Some children seemingly change overnight and exhibit clear signs of torment—from drugs, alcohol, sexual addiction, abuse, rebellion, etc. They show “possessed behaviour”: turning on parents, family, friends and teachers; becoming violent, drifting, turbulent, and troublesome at school; associating with a new and rough element; becoming indifferent in class and rejecting activities they once loved. What a torment for those who love them! Most often, even before we pray for ourselves, we offer desperate prayers for these children we love so much and can’t seem to help. How many parents, desperate to help their children, like the Canaanite woman, have accompanied them to talk to teachers, or sit hours with them in the company of counsellors and therapists to calm their troubled and tormented spirits?
All the while, voicing in these or other words, this Canaanite mother’s prayer, “Help me, Lord, Son of David. My child is tormented.”

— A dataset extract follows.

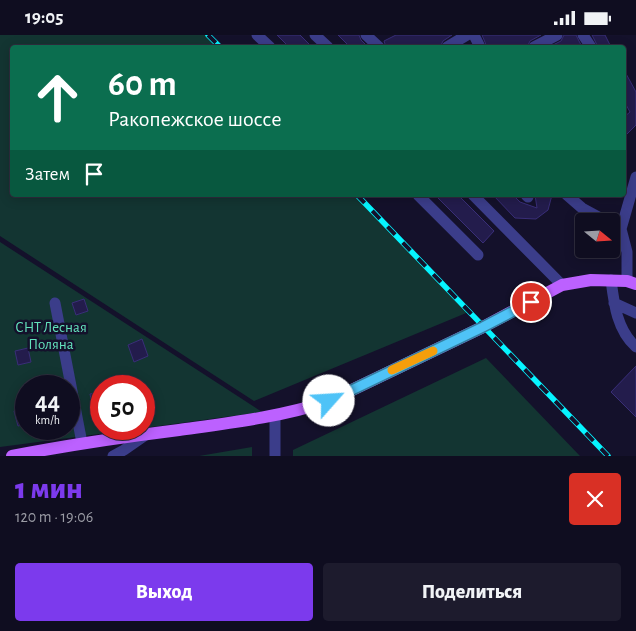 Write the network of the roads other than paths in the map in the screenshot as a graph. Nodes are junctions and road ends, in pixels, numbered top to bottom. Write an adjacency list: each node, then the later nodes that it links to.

This Gospel account gives us another lesson about prayer and the gift of faith, and about the cooperation of God in our lives.
The woman recognizes Jesus as someone who can indeed heal.
The woman asks for mercy.
The woman selflessly intercedes for her daughter whom she loves.
The woman is persistent in her request.
A response is made to the woman.
These are simple actions — recognition of divine power, a plea for mercy, a request for help, persistence in that request, and a response.
If someone has stopped praying and needs a jump-start, this might be a good weekend to remind that person of the importance and necessity of prayer — and not only of prayer, but of persistent prayer.
Is it that God does not hear us the first time? No. Is it that God wants to toy with us and make us beg for what we want? No. Rather, it has to do with the ways of God, which are so above our ways that we cannot comprehend all of the movements of His will in and around our lives. Our job is to remain within our ways, within our human ways of thinking and understanding and to simply ask for what we need, to persevere in that request, and to wait for a response from God.